For most of us, making simple dimensional measurements is pretty basic: grab the item to be measured, get the micrometer, place the two together and let the measuring process begin. As most of us work in the metalcutting industry, we don’t often give much thought to those other manufacturers out there who work with compressible materials and for whom these basic measurements are not so “simple.” But you never know when the need might arise.
Manufacturers who work only with metals should realize they are not alone in their concern for accuracy: the shirt on your back, the newspaper you read this morning and the garbage bag you tossed it in, the water bottle, and the wiener are all produced to exacting thickness tolerances. Even the skin on your bratwurst has to be controlled. Not meeting these exacting tolerances can be costly in one of two ways. If the material is too thin, the result could be exploding bottles, see-through yoga pants or bursting bratwurst. Too thick, and the extra material costs could eat any profits from the product.
Differences in gaging pressure translate readily into differences in the degree to which the sensitive contact compresses or penetrates the material being gaged. It is therefore essential to use a standardized method when measuring the thickness of compressible materials. Every industry and every kind of material has its own standards, most of which have been established by the American Society for Testing Materials (ASTM) or by Underwriters Laboratories. These standards specify the size of the reference table and the measuring contact (or foot), the dial gradations, and the amount of force to be used. (Gaging force is controlled by a weight rather than with the springs found in most dial indicators to ensure consistency of compression). They make purchasing decisions quite straightforward: Often you need only specify which ASTM standard you wish to meet.
Assuming you have the right gage for your material, making accurate measurements of compressible materials is not difficult if you follow a few basic guidelines:
First, the anvils must be parallel. If they are not, they will compress the material at an edge rather than across a flat surface. To check for parallelism, close the contacts and try to shine a flashlight through them. Parallel contacts allow no light to shine through; any lack of parallelism is readily apparent down to about 0.0001 inch. Check front to back and side to side.
It is difficult to hold larger contacts—say those larger than 1/2 by 1/2 inch—in alignment with the light source, however, and the visual method may fail to reveal problems such as an upper foot with a worn center or a chipped edge.
If you need more accuracy, or if visual inspection reveals a lack of parallelism and you want to measure it, use this method: Place a precision wire of 0.010- or 0.020-inch diameter under the front edge of the upper foot, and zero the indicator. Then retract the contact, place this “master” under the rear edge, and repeat the measurement, noting the variation. Repeat for left and right sides also.

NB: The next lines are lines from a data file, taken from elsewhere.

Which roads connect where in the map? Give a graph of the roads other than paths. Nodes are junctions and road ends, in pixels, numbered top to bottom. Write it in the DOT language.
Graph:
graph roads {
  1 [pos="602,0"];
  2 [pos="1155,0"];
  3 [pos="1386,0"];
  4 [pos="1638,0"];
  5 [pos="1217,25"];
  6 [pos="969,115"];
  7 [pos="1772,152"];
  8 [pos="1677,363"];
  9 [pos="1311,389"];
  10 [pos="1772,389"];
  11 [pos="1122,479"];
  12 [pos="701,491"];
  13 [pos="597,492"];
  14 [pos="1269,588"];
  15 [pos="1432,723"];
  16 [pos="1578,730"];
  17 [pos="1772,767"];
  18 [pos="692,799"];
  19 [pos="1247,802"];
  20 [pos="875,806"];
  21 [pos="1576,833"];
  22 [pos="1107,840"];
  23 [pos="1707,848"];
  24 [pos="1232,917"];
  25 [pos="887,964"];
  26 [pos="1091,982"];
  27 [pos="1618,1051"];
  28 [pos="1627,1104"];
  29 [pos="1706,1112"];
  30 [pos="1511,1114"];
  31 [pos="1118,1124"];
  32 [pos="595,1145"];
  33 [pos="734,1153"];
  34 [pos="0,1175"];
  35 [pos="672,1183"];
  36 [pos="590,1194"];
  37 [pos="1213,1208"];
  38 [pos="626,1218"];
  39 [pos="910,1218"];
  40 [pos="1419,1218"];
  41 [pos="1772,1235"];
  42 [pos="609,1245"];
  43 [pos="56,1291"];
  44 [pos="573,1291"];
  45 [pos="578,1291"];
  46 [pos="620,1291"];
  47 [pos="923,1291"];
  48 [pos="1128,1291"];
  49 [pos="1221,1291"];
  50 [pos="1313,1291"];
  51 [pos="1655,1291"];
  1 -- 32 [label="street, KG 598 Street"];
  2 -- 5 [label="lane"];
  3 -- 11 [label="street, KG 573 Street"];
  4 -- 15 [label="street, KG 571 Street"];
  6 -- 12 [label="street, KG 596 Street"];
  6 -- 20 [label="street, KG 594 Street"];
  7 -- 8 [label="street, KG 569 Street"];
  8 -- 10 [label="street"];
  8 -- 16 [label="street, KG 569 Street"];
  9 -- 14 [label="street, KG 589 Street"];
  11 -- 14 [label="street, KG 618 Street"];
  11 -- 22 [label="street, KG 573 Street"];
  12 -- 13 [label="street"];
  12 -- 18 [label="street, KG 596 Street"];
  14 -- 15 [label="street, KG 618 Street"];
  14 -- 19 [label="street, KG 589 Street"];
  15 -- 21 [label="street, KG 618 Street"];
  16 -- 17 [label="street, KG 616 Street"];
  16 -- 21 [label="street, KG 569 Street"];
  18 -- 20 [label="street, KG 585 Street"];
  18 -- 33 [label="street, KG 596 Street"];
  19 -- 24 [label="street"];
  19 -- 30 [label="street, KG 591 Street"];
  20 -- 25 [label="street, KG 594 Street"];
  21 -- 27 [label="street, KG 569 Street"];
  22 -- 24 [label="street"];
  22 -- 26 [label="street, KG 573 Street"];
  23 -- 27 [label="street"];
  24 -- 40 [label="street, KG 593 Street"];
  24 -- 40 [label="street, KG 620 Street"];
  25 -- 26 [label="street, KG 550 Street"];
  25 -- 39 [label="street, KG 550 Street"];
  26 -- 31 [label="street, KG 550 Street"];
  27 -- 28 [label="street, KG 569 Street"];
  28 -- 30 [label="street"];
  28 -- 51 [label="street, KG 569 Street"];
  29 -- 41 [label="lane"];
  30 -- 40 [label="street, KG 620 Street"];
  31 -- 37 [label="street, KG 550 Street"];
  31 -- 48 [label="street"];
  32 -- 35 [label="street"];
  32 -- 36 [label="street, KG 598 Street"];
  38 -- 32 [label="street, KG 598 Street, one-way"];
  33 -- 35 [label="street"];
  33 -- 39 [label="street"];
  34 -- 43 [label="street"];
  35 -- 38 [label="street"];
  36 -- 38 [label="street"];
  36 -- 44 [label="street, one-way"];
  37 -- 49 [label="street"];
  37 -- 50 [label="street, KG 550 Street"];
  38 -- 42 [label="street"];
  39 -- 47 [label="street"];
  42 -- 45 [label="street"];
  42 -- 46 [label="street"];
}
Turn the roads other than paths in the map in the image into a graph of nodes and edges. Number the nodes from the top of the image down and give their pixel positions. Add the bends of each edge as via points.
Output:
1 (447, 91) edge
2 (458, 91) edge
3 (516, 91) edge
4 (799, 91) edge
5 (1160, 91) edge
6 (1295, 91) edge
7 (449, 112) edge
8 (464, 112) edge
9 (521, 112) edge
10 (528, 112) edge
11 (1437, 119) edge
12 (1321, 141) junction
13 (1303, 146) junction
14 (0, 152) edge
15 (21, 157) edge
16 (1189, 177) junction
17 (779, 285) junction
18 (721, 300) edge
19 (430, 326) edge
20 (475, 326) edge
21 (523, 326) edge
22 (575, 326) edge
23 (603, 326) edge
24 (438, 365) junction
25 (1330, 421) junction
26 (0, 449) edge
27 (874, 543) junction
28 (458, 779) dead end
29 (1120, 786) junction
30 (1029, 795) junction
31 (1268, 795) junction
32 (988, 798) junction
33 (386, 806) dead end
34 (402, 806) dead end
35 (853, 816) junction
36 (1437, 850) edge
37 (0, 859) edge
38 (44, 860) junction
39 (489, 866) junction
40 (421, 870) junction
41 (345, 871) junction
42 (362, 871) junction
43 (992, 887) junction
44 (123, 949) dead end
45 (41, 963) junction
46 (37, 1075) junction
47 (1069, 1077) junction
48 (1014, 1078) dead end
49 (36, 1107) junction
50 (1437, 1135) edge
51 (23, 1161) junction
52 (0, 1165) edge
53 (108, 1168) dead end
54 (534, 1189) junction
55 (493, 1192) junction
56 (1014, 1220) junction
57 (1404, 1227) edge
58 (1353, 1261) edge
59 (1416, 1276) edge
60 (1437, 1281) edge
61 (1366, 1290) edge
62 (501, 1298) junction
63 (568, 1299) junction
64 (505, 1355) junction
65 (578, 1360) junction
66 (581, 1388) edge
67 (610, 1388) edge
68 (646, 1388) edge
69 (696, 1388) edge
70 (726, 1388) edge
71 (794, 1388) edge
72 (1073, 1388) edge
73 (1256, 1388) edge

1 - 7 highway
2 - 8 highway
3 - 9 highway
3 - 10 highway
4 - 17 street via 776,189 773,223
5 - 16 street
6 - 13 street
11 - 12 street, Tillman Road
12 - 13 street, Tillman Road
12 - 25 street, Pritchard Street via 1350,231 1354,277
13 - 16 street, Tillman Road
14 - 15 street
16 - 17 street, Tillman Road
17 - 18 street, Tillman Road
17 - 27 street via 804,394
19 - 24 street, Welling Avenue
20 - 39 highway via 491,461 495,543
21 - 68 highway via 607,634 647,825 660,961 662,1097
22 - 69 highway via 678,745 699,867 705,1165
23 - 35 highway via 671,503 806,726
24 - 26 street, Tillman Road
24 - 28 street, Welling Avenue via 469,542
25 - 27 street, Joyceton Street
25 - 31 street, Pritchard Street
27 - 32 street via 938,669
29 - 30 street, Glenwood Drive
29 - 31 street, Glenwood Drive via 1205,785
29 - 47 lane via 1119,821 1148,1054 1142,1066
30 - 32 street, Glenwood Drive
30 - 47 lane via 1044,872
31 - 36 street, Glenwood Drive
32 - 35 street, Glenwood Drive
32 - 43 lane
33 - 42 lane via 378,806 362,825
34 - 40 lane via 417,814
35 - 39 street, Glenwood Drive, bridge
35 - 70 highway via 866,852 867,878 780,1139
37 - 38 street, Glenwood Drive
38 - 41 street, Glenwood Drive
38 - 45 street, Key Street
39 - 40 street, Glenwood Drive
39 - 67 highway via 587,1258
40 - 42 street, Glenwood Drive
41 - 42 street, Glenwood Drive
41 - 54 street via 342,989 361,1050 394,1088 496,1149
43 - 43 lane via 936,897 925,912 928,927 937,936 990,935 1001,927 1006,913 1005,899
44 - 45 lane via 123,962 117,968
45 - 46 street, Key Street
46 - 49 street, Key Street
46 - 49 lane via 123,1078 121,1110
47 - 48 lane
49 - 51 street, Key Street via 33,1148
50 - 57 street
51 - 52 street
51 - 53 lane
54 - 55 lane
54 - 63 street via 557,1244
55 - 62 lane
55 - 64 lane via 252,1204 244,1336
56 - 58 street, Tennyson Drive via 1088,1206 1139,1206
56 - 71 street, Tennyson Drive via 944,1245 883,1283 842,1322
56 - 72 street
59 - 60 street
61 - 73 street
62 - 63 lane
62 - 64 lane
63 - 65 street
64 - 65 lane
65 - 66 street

Some gages have machine screws to adjust the reference table into parallel with the upper foot. On those gages that do not, the common solution is to file down either the boss that holds the indicator to the frame, or the shoulder against which the reference table support is clamped.
Second, after checking for parallelism, make sure the contacts are not contaminated. This is a common source of error. As in any gaging procedure, the contacts must be kept clean of dirt, lint or hair. When measuring materials such as polyethylene film—which may have been in liquid form only minutes before—beware of the buildup of chemical deposits on the contacts. As with any textile product, frequently clean lint off the contacts.
Third, check for gage repeatability by checking several points on the surface of a known consistent sample. Most gages for thin materials do not need to be mastered. Simply “zero” the gage against the reference table. To avoid having to count dial revolutions when measuring thicker materials like acoustic tiles or carpet, use a gage block to set the zero at the nominal dimension of the material.
If a gage reads “under,” the problem is most likely a lack of parallelism. If it reads “over,” dirt is probably the culprit. Of course, other factors common to all gaging, such as friction in the mechanism or a loose fixture, can also be at fault.
Other challenges to be considered are the shape, size, and speed of the process or time required to make the measurement. Very often a sample is cut from the large process run to get an indication of how the process is doing. However, sometimes it’s necessary to test the complete “part” to make sure it is good. For example, a large plastic bag or large filter bag may require a final manual inspection for thickness.
In this type of gaging, not only is the configuration of the contact and gaging pressure important, but the gage itself may require special design to get into the depth of the sample. By knowing the compressing characteristic of the material and the final form of the product, gaging can be designed to meet these critical needs.